Last updated: 06-Nov-18
They are the men and women who make the magic happen. The race is their baby and like any parent they love and cherish it. But what does it take to make that Ultra race a reality? Dave Urwin talks us through his day as race director of the Ham & Lye 50k/100k.
By Dave Urwin
My name is Dave Urwin. I live in the heart of Somerset. I am 33 years old and I am a race director for Albion Running. I am also the author of the book ‘Everything Will Work Out in the Long Run’. You can get a signed copy from our website.
My running started at school. I was half-decent at the 1,500 metres, until I raced against some kids who were actually good at it. Then I got into drinking, smoking and evil ways and my running skills suffered. I picked it up again in 2010, running my first 10k race and absolutely loving it. I have now run a number of ultras, the best of which being the 80-mile Jurassic Coast The Oner in 2013. I have semi-respectable (for a recreational runner) Personal Bests in every commonly raced distance.
Having done a few races myself, my best friend, Natanya, and I, decided to put on a few races and see what happened. Lots of people signed up for one called the Ham & Lyme 50k/100k, which follows the Liberty Trail from Ham Hill to Lyme Regis and back again for the 100. So, we thought we’d better try and make it half-decent. From feedback received so far it seems we did okay, so now I am the race director. We wanted to showcase the fact that our local area has some stunning locations, and the Ham & Lyme race definitely does that. 2016 entries are open now.
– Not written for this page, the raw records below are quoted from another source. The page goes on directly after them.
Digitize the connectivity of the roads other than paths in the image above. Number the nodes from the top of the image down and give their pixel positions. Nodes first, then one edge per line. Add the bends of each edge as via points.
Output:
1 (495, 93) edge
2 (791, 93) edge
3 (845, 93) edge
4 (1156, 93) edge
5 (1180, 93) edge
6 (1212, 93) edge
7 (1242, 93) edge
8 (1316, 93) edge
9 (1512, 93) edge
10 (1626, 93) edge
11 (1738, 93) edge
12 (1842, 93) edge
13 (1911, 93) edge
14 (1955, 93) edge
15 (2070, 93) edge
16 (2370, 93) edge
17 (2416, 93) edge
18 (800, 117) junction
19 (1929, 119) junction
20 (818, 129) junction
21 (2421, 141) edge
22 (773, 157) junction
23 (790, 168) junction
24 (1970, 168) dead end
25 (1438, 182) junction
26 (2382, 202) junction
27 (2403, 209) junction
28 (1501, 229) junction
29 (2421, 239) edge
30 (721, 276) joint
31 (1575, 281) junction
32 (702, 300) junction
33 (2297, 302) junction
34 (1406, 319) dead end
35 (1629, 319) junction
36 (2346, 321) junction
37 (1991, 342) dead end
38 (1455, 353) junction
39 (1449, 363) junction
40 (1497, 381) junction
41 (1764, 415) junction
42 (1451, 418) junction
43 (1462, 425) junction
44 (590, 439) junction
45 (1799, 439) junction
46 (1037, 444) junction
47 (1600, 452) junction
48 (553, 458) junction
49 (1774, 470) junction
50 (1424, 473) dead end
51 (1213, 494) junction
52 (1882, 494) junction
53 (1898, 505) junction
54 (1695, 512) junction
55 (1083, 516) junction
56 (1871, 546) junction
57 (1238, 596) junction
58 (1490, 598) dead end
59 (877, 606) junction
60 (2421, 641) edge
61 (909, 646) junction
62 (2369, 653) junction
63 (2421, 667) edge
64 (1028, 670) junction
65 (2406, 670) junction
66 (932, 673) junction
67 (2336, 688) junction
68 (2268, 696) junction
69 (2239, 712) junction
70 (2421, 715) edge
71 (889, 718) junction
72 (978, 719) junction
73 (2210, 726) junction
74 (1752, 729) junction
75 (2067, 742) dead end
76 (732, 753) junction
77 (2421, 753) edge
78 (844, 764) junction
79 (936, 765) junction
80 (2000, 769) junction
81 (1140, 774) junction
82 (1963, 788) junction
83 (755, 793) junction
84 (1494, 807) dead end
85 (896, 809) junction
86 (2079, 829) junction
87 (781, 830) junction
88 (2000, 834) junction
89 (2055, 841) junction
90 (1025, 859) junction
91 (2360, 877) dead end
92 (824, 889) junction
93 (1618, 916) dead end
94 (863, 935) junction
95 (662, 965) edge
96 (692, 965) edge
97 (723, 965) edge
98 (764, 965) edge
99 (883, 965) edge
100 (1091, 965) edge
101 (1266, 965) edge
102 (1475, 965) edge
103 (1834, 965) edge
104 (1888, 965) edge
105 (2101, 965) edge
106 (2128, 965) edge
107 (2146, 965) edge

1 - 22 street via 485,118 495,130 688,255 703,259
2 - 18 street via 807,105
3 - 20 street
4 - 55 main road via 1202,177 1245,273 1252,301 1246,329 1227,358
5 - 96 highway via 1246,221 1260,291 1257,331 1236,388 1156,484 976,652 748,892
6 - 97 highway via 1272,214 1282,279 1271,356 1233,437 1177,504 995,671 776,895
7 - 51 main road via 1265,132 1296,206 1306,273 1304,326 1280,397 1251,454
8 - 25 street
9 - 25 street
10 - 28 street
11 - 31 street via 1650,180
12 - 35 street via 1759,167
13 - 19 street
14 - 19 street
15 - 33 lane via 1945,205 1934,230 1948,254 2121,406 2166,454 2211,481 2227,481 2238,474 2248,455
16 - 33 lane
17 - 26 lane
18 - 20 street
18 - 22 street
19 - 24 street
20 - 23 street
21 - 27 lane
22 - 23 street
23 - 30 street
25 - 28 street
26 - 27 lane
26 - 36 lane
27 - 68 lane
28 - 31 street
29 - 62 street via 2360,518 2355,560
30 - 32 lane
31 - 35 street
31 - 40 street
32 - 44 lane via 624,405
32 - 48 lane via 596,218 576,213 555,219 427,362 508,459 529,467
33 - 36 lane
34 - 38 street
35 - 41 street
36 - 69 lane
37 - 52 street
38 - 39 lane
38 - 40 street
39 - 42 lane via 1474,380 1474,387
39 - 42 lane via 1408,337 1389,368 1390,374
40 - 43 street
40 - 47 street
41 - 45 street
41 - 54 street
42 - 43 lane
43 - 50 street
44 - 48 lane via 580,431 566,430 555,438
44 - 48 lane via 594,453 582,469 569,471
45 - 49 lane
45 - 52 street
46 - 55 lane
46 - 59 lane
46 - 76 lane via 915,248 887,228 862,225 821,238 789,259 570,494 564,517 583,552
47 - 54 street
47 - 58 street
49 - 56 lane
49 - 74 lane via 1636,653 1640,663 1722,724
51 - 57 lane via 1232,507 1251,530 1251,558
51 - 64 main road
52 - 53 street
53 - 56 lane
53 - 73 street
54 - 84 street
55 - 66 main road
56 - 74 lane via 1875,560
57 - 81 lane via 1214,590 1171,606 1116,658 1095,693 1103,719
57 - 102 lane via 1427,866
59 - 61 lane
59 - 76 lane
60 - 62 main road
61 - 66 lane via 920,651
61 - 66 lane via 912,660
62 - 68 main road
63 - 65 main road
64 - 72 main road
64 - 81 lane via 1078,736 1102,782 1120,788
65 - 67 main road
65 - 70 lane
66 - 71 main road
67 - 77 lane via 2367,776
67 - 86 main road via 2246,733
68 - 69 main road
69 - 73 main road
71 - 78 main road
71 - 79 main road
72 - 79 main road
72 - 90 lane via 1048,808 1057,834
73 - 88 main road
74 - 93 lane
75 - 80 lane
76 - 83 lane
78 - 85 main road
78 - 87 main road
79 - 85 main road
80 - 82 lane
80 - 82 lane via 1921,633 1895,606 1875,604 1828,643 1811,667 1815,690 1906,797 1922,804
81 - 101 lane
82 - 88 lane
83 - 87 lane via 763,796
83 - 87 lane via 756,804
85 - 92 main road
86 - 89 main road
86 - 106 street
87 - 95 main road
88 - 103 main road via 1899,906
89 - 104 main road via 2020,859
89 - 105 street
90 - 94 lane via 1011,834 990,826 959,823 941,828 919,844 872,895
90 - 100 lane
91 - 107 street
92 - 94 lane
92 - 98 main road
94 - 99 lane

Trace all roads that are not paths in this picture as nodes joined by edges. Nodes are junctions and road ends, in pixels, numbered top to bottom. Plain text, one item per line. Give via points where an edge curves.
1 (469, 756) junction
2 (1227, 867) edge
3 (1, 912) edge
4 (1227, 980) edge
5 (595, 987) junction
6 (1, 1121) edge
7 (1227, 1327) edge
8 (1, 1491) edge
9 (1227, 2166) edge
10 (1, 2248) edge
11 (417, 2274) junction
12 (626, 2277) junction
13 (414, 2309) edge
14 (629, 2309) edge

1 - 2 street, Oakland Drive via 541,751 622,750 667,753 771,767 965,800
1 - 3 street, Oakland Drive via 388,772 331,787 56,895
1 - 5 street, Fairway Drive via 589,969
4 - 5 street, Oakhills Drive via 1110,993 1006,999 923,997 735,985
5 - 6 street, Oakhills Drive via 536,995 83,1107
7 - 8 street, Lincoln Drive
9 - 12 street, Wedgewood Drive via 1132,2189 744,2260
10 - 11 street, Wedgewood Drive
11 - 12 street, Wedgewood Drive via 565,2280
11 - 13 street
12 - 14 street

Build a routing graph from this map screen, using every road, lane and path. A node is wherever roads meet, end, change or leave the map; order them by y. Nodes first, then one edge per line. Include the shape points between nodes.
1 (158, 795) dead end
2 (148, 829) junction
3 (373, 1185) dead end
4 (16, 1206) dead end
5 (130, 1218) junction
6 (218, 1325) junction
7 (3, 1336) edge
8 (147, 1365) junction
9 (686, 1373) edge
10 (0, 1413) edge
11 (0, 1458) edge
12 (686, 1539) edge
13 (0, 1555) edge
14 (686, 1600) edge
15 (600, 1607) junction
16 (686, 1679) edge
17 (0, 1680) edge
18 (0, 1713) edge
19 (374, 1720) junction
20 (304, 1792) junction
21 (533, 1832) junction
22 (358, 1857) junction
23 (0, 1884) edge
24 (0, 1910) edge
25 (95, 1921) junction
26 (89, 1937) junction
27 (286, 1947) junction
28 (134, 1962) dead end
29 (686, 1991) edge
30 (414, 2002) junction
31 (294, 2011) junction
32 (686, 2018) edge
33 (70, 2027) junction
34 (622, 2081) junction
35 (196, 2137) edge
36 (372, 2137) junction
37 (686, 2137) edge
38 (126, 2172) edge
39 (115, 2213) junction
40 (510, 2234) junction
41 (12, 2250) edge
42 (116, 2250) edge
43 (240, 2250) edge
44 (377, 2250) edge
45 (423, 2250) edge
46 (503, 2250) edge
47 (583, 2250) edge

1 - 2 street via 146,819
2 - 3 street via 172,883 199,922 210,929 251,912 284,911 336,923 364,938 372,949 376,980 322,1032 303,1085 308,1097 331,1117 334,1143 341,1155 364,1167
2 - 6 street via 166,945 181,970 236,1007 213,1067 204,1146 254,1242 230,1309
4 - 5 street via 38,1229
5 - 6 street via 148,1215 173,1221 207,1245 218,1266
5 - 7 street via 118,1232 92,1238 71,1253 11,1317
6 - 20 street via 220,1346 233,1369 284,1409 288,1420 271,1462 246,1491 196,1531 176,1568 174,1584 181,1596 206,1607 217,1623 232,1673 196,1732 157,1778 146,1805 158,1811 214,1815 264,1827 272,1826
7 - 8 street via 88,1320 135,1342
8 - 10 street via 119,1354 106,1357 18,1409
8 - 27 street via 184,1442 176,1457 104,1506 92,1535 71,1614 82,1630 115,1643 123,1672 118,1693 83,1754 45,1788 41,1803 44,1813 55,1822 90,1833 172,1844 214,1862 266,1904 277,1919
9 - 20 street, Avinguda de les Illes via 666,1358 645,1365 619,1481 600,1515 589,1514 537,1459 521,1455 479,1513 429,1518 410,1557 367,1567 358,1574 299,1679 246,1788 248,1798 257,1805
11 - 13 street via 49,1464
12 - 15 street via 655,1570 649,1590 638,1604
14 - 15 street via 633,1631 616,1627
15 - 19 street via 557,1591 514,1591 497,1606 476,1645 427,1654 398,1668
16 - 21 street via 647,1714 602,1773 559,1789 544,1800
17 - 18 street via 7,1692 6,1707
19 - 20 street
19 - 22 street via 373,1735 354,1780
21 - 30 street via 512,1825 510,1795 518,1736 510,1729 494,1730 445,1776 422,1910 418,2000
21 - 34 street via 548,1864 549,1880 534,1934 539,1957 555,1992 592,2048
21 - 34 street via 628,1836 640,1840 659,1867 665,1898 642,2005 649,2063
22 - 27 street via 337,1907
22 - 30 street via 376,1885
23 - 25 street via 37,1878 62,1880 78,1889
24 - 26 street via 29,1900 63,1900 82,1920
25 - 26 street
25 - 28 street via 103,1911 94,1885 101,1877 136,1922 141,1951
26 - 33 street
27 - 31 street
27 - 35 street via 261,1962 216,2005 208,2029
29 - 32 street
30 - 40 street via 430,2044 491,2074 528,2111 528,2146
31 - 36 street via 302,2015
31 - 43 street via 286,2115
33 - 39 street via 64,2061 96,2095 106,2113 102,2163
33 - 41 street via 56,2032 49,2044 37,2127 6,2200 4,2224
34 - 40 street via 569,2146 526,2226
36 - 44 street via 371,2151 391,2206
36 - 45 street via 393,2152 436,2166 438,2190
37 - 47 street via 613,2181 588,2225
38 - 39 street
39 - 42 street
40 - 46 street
As race director, you are basically responsible for organising the race, and all that this entails. I am now working towards making this my living. You charge an entry fee, you make sure you spend enough of the money so runners are looked after, and feel like they’ve had a good experience, then you get to keep what’s left, as long as the taxman doesn’t want it. Race directing is hard work if you want to do a good job of it, but it’s enjoyable, and it makes you feel very accomplished when people enjoy your race.
On race day, your phone never stops ringing. You’ve probably slept about 10-15 hours in the past week. If anyone isn’t happy with anything, it’s you they’ll blame. On the average day, you have a list of many, many people that need to be contacted, things that need to be picked up, ideas that need to be had, admin stuff that needs doing… A race director’s work is never done.
However, as terrible as all of that sounds, it is pretty exciting and fun, and if the race goes well you will be buzzing as much as the people who ran it! There’s much to enjoy about being a race director: you get to be creative, you see people enjoying themselves because of something you’ve organised, your work is varied and interesting, you get to go to some great places…. much to enjoy.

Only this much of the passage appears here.